_What is needed_.
The required output is all lines below that contain the word "paths".

Data items

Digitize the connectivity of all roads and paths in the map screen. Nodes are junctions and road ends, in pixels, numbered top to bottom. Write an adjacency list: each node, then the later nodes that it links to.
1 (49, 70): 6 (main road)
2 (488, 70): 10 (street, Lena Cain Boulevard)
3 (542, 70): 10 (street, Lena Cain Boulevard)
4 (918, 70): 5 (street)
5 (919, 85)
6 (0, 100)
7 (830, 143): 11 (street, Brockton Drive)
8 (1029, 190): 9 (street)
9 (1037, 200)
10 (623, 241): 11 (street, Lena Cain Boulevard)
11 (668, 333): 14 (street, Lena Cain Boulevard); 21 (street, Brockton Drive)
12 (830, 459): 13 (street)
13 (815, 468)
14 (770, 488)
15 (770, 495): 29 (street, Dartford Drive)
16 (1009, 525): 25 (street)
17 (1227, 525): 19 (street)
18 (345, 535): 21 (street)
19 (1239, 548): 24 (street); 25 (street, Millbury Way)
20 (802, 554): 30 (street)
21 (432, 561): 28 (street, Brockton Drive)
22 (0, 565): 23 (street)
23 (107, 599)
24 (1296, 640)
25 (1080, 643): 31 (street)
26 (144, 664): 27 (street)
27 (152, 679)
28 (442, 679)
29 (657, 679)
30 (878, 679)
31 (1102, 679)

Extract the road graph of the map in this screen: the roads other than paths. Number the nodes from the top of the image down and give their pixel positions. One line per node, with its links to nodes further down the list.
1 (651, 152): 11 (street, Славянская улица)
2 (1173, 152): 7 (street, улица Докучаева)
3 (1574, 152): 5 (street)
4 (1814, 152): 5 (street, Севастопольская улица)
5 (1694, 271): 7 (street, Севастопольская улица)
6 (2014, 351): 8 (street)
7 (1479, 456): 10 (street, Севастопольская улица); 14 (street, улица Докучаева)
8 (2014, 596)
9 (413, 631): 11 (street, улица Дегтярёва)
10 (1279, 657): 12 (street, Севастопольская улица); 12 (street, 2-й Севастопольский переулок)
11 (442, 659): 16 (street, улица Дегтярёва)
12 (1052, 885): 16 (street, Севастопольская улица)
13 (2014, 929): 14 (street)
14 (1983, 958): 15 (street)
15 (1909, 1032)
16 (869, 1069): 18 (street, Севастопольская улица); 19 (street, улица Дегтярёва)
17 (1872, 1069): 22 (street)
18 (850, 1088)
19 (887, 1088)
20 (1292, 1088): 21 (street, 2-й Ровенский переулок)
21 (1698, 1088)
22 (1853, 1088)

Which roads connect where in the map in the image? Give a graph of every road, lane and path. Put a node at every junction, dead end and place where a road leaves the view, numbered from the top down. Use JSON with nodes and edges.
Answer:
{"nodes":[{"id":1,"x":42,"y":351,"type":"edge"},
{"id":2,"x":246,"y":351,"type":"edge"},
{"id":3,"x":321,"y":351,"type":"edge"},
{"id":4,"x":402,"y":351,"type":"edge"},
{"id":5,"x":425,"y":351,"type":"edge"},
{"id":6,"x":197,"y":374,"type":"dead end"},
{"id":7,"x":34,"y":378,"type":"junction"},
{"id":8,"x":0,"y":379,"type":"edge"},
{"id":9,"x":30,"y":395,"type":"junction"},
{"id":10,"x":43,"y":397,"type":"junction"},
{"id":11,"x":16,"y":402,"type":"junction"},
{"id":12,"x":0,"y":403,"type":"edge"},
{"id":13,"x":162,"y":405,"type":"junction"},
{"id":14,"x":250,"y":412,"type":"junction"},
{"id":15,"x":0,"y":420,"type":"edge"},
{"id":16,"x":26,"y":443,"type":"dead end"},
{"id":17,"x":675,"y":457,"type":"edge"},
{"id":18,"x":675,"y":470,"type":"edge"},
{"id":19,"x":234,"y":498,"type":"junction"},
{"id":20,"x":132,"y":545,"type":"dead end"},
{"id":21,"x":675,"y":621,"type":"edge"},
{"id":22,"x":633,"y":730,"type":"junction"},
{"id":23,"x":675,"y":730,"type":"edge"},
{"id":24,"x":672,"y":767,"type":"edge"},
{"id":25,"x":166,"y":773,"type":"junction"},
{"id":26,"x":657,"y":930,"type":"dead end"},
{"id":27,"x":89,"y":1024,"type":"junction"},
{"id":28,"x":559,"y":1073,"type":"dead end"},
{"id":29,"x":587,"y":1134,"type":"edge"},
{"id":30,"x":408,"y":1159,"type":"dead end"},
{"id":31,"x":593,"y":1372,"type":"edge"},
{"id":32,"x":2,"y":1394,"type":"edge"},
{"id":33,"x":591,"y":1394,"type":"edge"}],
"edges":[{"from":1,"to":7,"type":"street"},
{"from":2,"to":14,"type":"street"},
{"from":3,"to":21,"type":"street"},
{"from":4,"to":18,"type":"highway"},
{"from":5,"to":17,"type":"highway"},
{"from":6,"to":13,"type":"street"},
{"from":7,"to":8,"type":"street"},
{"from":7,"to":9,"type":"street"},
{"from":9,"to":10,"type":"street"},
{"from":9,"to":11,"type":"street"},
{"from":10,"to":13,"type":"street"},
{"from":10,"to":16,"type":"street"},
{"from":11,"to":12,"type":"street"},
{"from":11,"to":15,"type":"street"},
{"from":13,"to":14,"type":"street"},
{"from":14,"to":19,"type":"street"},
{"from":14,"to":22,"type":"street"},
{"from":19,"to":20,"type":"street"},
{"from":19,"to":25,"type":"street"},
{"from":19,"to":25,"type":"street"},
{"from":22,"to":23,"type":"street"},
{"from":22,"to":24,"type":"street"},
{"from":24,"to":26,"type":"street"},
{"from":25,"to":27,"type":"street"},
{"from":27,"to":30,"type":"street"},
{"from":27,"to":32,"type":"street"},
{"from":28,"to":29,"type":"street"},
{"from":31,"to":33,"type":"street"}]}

_Your response_.
Digitize the connectivity of all roads and paths in the map screen. Nodes are junctions and road ends, in pixels, numbered top to bottom. Write an adjacency list: each node, then the later nodes that it links to.
Extract the road graph of the map in this screen: the roads other than paths. Number the nodes from the top of the image down and give their pixel positions. One line per node, with its links to nodes further down the list.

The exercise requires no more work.